- MATERIAL PROVIDED -
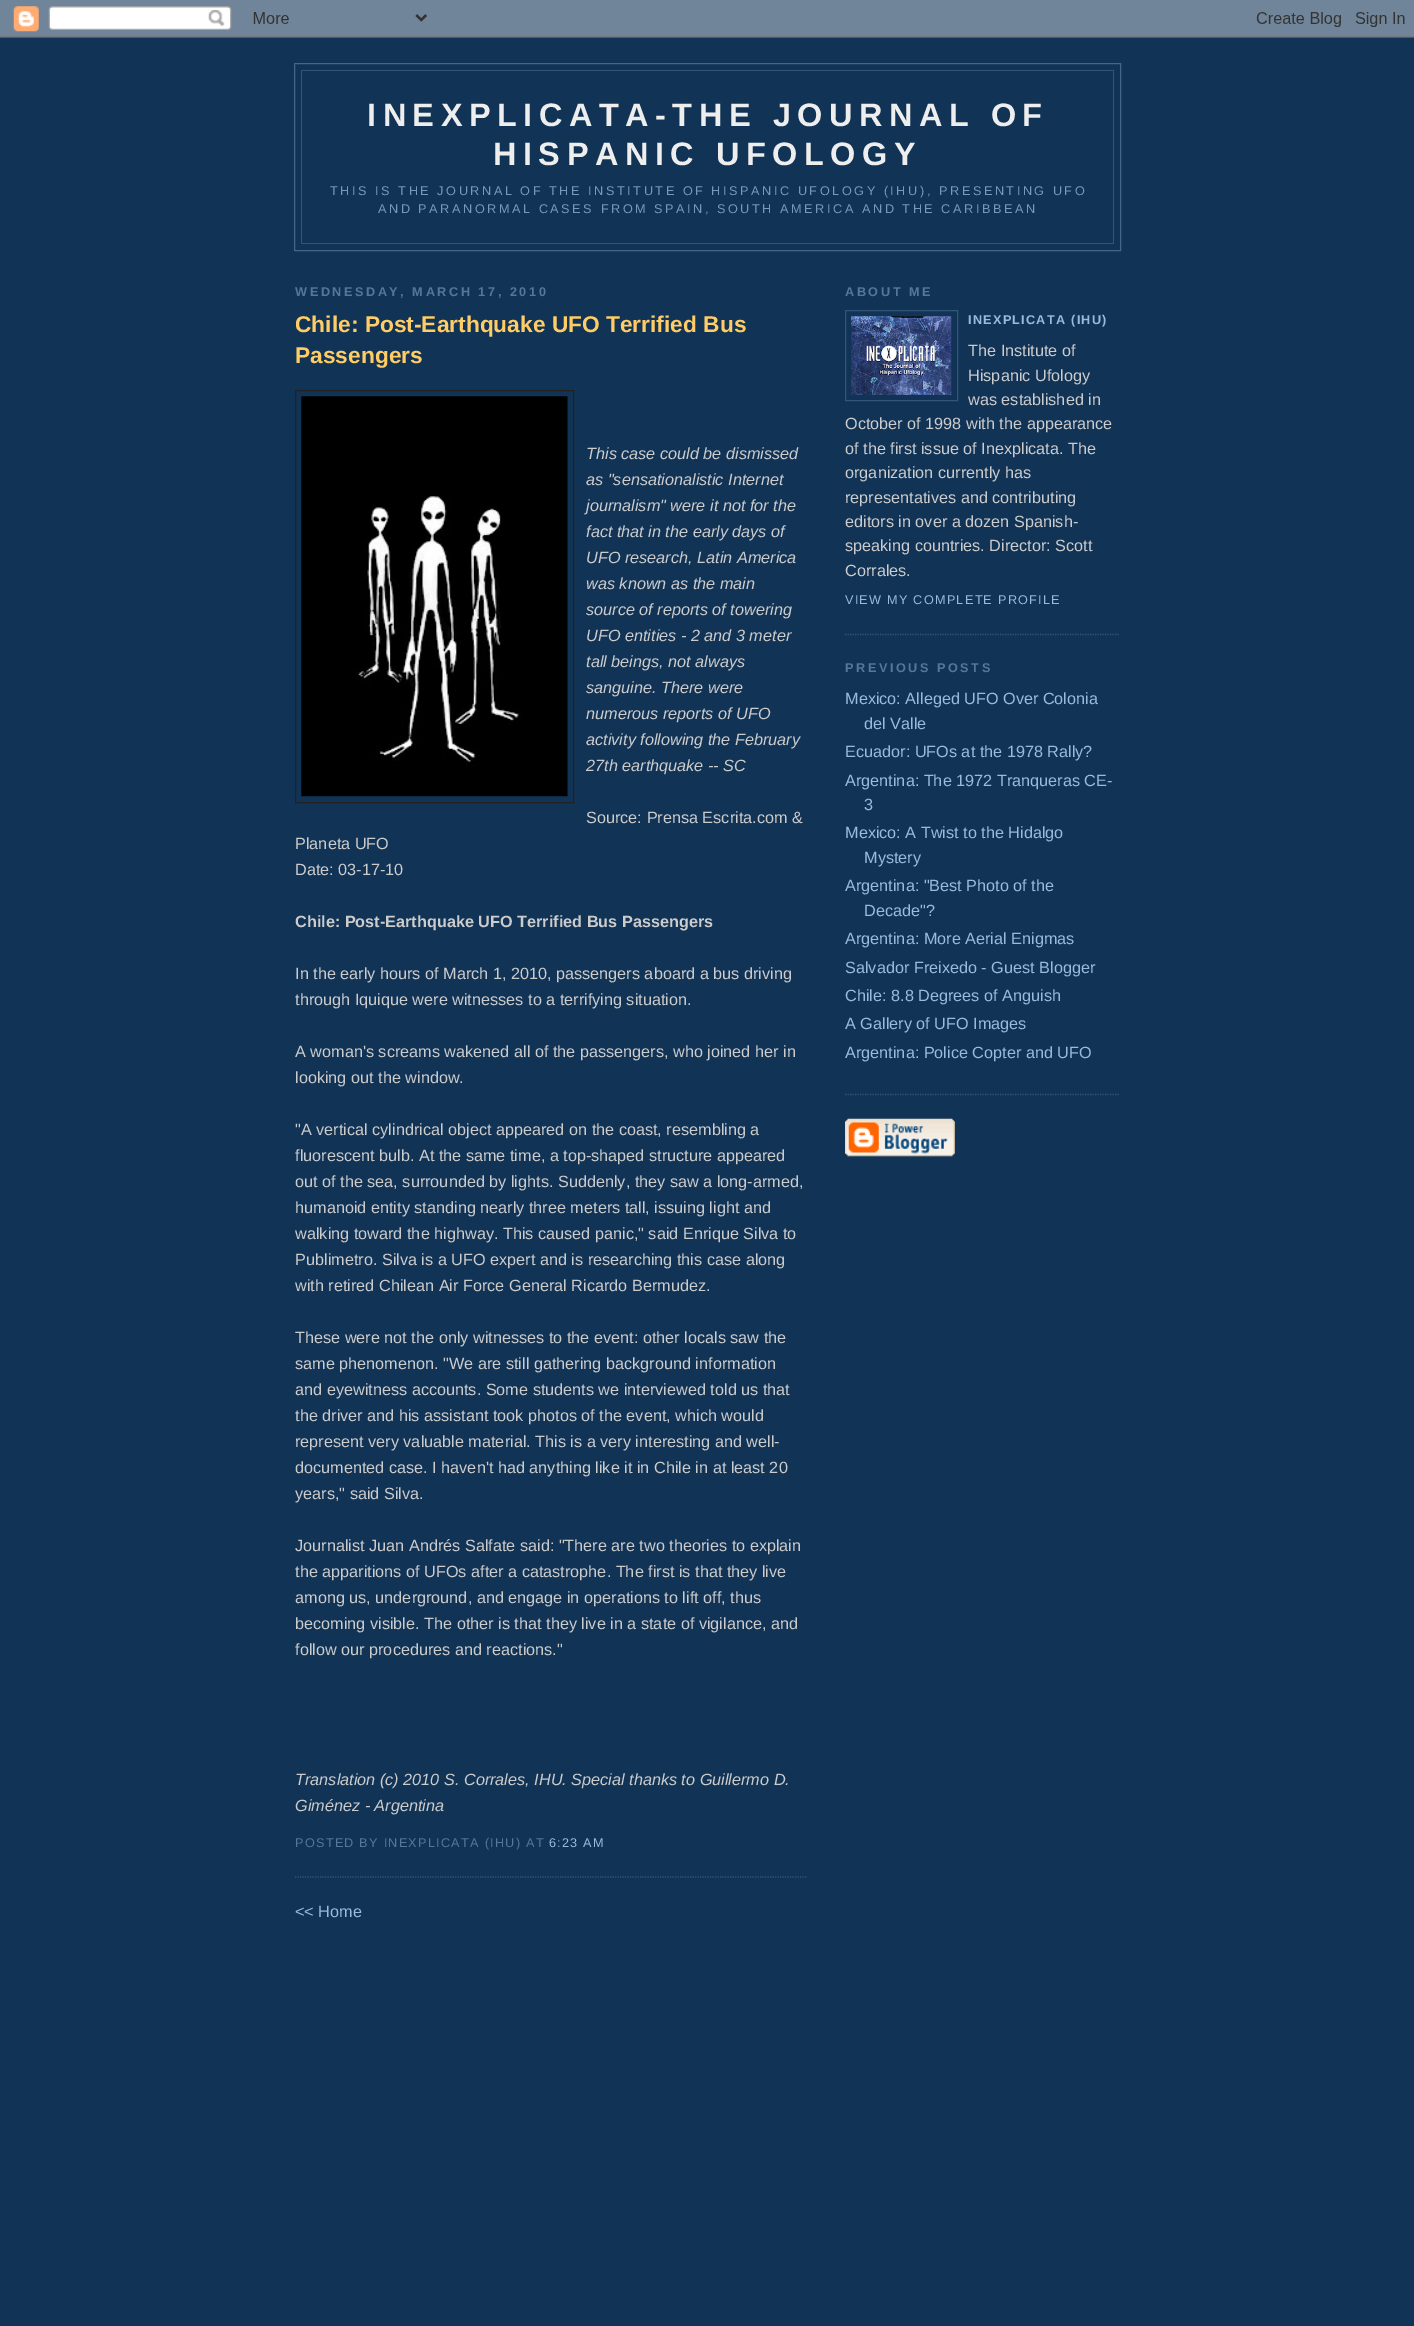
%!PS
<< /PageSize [1414 2326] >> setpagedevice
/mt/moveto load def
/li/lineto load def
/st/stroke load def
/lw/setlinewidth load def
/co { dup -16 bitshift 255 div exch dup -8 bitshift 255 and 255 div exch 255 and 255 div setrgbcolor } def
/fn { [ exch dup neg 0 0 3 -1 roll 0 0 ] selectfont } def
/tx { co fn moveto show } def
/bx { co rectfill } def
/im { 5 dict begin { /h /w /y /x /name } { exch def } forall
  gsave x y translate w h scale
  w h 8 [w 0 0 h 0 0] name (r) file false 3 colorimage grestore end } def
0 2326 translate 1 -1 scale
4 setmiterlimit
0 0 1414 2326 16#113355 bx
(media/1.raw) 0 0 1414 38 im
16#446688 co
294.5 63.5 826 187 rectstroke
301 70 813 1 16#335577 bx
1113 70 1 174 16#335577 bx
301 70 1 113 16#335577 bx
301 243 813 1 16#335577 bx
301 183 1 61 16#335577 bx
1.2 lw
[1.25 1.25] 0 setdash
295 1877 mt 807.5 1877 li st
16#222222 co
1 lw
[] 0 setdash
295.5 390.5 278 412 rectstroke
(media/2.raw) 301 396 267 401 im
16#335577 co
1.2 lw
[1.25 1.25] 0 setdash
845 634.5 mt 1120 634.5 li st
1 lw
[] 0 setdash
845.5 310.5 112 90 rectstroke
(media/3.raw) 851 316 101 79 im
1.2 lw
[1.25 1.25] 0 setdash
845 1094.5 mt 1120 1094.5 li st
(media/4.raw) 845 1118 110 39 im
/LiberationSans-Bold 32.5 fn
16#EEEEEE co
367 126 mt 6.5 0 (INEXPLICATA-THE JOURNAL OF) ashow
493 165 mt 6.5 0 (HISPANIC UFOLOGY) ashow
/LiberationSans-Regular 12.68 fn
16#7799BB co
330 195 mt 2.55 0 (THIS IS THE JOURNAL OF THE INSTITUTE OF HISPANIC UFOLOGY \(IHU\), PRESENTING UFO) ashow
378 213 mt 2.55 0 (AND PARANORMAL CASES FROM SPAIN, SOUTH AMERICA AND THE CARIBBEAN) ashow
/LiberationSans-Bold 12.68 fn
16#557799 co
295 296 mt 2.55 0 (WEDNESDAY, MARCH 17, 2010) ashow
(Chile: Post-Earthquake UFO Terrified Bus) 295 332 /LiberationSans-Bold 22.75 16#FFCC66 tx
(Passengers) 295 363 /LiberationSans-Bold 22.75 16#FFCC66 tx
(This case could be dismissed) 586 459 /LiberationSans-Italic 16.25 16#CCCCCC tx
(as "sensationalistic Internet) 586 485 /LiberationSans-Italic 16.25 16#CCCCCC tx
(journalism" were it not for the) 586 511 /LiberationSans-Italic 16.25 16#CCCCCC tx
(fact that in the early days of) 586 537 /LiberationSans-Italic 16.25 16#CCCCCC tx
(UFO research, Latin America) 586 563 /LiberationSans-Italic 16.25 16#CCCCCC tx
(was known as the main) 586 589 /LiberationSans-Italic 16.25 16#CCCCCC tx
(source of reports of towering) 586 615 /LiberationSans-Italic 16.25 16#CCCCCC tx
(UFO entities - 2 and 3 meter) 586 641 /LiberationSans-Italic 16.25 16#CCCCCC tx
(tall beings, not always) 586 667 /LiberationSans-Italic 16.25 16#CCCCCC tx
(sanguine. There were) 586 693 /LiberationSans-Italic 16.25 16#CCCCCC tx
(numerous reports of UFO) 586 719 /LiberationSans-Italic 16.25 16#CCCCCC tx
(activity following the February) 586 745 /LiberationSans-Italic 16.25 16#CCCCCC tx
(27th earthquake -- SC) 586 771 /LiberationSans-Italic 16.25 16#CCCCCC tx
(Source: Prensa Escrita.com &) 586 823 /LiberationSans-Regular 16.25 16#CCCCCC tx
(Planeta UFO) 295 849 /LiberationSans-Regular 16.25 16#CCCCCC tx
(Date: 03-17-10) 295 875 /LiberationSans-Regular 16.25 16#CCCCCC tx
(Chile: Post-Earthquake UFO Terrified Bus Passengers) 295 927 /LiberationSans-Bold 16.25 16#CCCCCC tx
(In the early hours of March 1, 2010, passengers aboard a bus driving) 295 979 /LiberationSans-Regular 16.25 16#CCCCCC tx
(through Iquique were witnesses to a terrifying situation.) 295 1005 /LiberationSans-Regular 16.25 16#CCCCCC tx
(A woman's screams wakened all of the passengers, who joined her in) 295 1057 /LiberationSans-Regular 16.25 16#CCCCCC tx
(looking out the window.) 295 1083 /LiberationSans-Regular 16.25 16#CCCCCC tx
("A vertical cylindrical object appeared on the coast, resembling a) 295 1135 /LiberationSans-Regular 16.25 16#CCCCCC tx
(fluorescent bulb. At the same time, a top-shaped structure appeared) 295 1161 /LiberationSans-Regular 16.25 16#CCCCCC tx
(out of the sea, surrounded by lights. Suddenly, they saw a long-armed,) 295 1187 /LiberationSans-Regular 16.25 16#CCCCCC tx
(humanoid entity standing nearly three meters tall, issuing light and) 295 1213 /LiberationSans-Regular 16.25 16#CCCCCC tx
(walking toward the highway. This caused panic," said Enrique Silva to) 295 1239 /LiberationSans-Regular 16.25 16#CCCCCC tx
(Publimetro. Silva is a UFO expert and is researching this case along) 295 1265 /LiberationSans-Regular 16.25 16#CCCCCC tx
(with retired Chilean Air Force General Ricardo Bermudez.) 295 1291 /LiberationSans-Regular 16.25 16#CCCCCC tx
(These were not the only witnesses to the event: other locals saw the) 295 1343 /LiberationSans-Regular 16.25 16#CCCCCC tx
(same phenomenon. "We are still gathering background information) 295 1369 /LiberationSans-Regular 16.25 16#CCCCCC tx
(and eyewitness accounts. Some students we interviewed told us that) 295 1395 /LiberationSans-Regular 16.25 16#CCCCCC tx
(the driver and his assistant took photos of the event, which would) 295 1421 /LiberationSans-Regular 16.25 16#CCCCCC tx
(represent very valuable material. This is a very interesting and well-) 295 1447 /LiberationSans-Regular 16.25 16#CCCCCC tx
(documented case. I haven't had anything like it in Chile in at least 20) 295 1473 /LiberationSans-Regular 16.25 16#CCCCCC tx
(years," said Silva.) 295 1499 /LiberationSans-Regular 16.25 16#CCCCCC tx
(Journalist Juan Andrés Salfate said: "There are two theories to explain) 295 1551 /LiberationSans-Regular 16.25 16#CCCCCC tx
(the apparitions of UFOs after a catastrophe. The first is that they live) 295 1577 /LiberationSans-Regular 16.25 16#CCCCCC tx
(among us, underground, and engage in operations to lift off, thus) 295 1603 /LiberationSans-Regular 16.25 16#CCCCCC tx
(becoming visible. The other is that they live in a state of vigilance, and) 295 1629 /LiberationSans-Regular 16.25 16#CCCCCC tx
(follow our procedures and reactions.") 295 1655 /LiberationSans-Regular 16.25 16#CCCCCC tx
(Translation \(c\) 2010 S. Corrales, IHU. Special thanks to Guillermo D.) 295 1785 /LiberationSans-Italic 16.25 16#CCCCCC tx
(Giménez - Argentina) 295 1811 /LiberationSans-Italic 16.25 16#CCCCCC tx
/LiberationSans-Regular 12.68 fn
16#557799 co
295 1847 mt 1.25 0 (POSTED BY INEXPLICATA \(IHU\) AT) ashow
16#99BBDD co
549 1847 mt 1.25 0 (6:23 AM) ashow
(<< Home) 295 1917 /LiberationSans-Regular 16.25 16#99BBDD tx
/LiberationSans-Bold 12.68 fn
16#557799 co
845 296 mt 2.55 0 (ABOUT ME) ashow
16#99BBDD co
968 324 mt 1.25 0 (INEXPLICATA \(IHU\)) ashow
(The Institute of) 968 356 /LiberationSans-Regular 16.25 16#CCCCCC tx
(Hispanic Ufology) 968 381 /LiberationSans-Regular 16.25 16#CCCCCC tx
(was established in) 968 405 /LiberationSans-Regular 16.25 16#CCCCCC tx
(October of 1998 with the appearance) 845 429 /LiberationSans-Regular 16.25 16#CCCCCC tx
(of the first issue of Inexplicata. The) 845 454 /LiberationSans-Regular 16.25 16#CCCCCC tx
(organization currently has) 845 478 /LiberationSans-Regular 16.25 16#CCCCCC tx
(representatives and contributing) 845 503 /LiberationSans-Regular 16.25 16#CCCCCC tx
(editors in over a dozen Spanish-) 845 527 /LiberationSans-Regular 16.25 16#CCCCCC tx
(speaking countries. Director: Scott) 845 551 /LiberationSans-Regular 16.25 16#CCCCCC tx
(Corrales.) 845 576 /LiberationSans-Regular 16.25 16#CCCCCC tx
/LiberationSans-Regular 12.68 fn
16#99BBDD co
845 604 mt 1.25 0 (VIEW MY COMPLETE PROFILE) ashow
/LiberationSans-Bold 12.68 fn
16#557799 co
845 672 mt 2.55 0 (PREVIOUS POSTS) ashow
(Mexico: Alleged UFO Over Colonia) 845 704 /LiberationSans-Regular 16.25 16#99BBDD tx
(del Valle) 864 729 /LiberationSans-Regular 16.25 16#99BBDD tx
(Ecuador: UFOs at the 1978 Rally?) 845 757 /LiberationSans-Regular 16.25 16#99BBDD tx
(Argentina: The 1972 Tranqueras CE-) 845 786 /LiberationSans-Regular 16.25 16#99BBDD tx
(3) 864 810 /LiberationSans-Regular 16.25 16#99BBDD tx
(Mexico: A Twist to the Hidalgo) 845 838 /LiberationSans-Regular 16.25 16#99BBDD tx
(Mystery) 864 863 /LiberationSans-Regular 16.25 16#99BBDD tx
(Argentina: "Best Photo of the) 845 891 /LiberationSans-Regular 16.25 16#99BBDD tx
(Decade"?) 864 916 /LiberationSans-Regular 16.25 16#99BBDD tx
(Argentina: More Aerial Enigmas) 845 944 /LiberationSans-Regular 16.25 16#99BBDD tx
(Salvador Freixedo - Guest Blogger) 845 973 /LiberationSans-Regular 16.25 16#99BBDD tx
(Chile: 8.8 Degrees of Anguish) 845 1001 /LiberationSans-Regular 16.25 16#99BBDD tx
(A Gallery of UFO Images) 845 1029 /LiberationSans-Regular 16.25 16#99BBDD tx
(Argentina: Police Copter and UFO) 845 1058 /LiberationSans-Regular 16.25 16#99BBDD tx
showpage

- TO DO -
Filter the entries above down to the lines that contain the word "said".

- THE COMPLETED TASK -
(walking toward the highway. This caused panic," said Enrique Silva to) 295 1239 /LiberationSans-Regular 16.25 16#CCCCCC tx
(years," said Silva.) 295 1499 /LiberationSans-Regular 16.25 16#CCCCCC tx
(Journalist Juan Andrés Salfate said: "There are two theories to explain) 295 1551 /LiberationSans-Regular 16.25 16#CCCCCC tx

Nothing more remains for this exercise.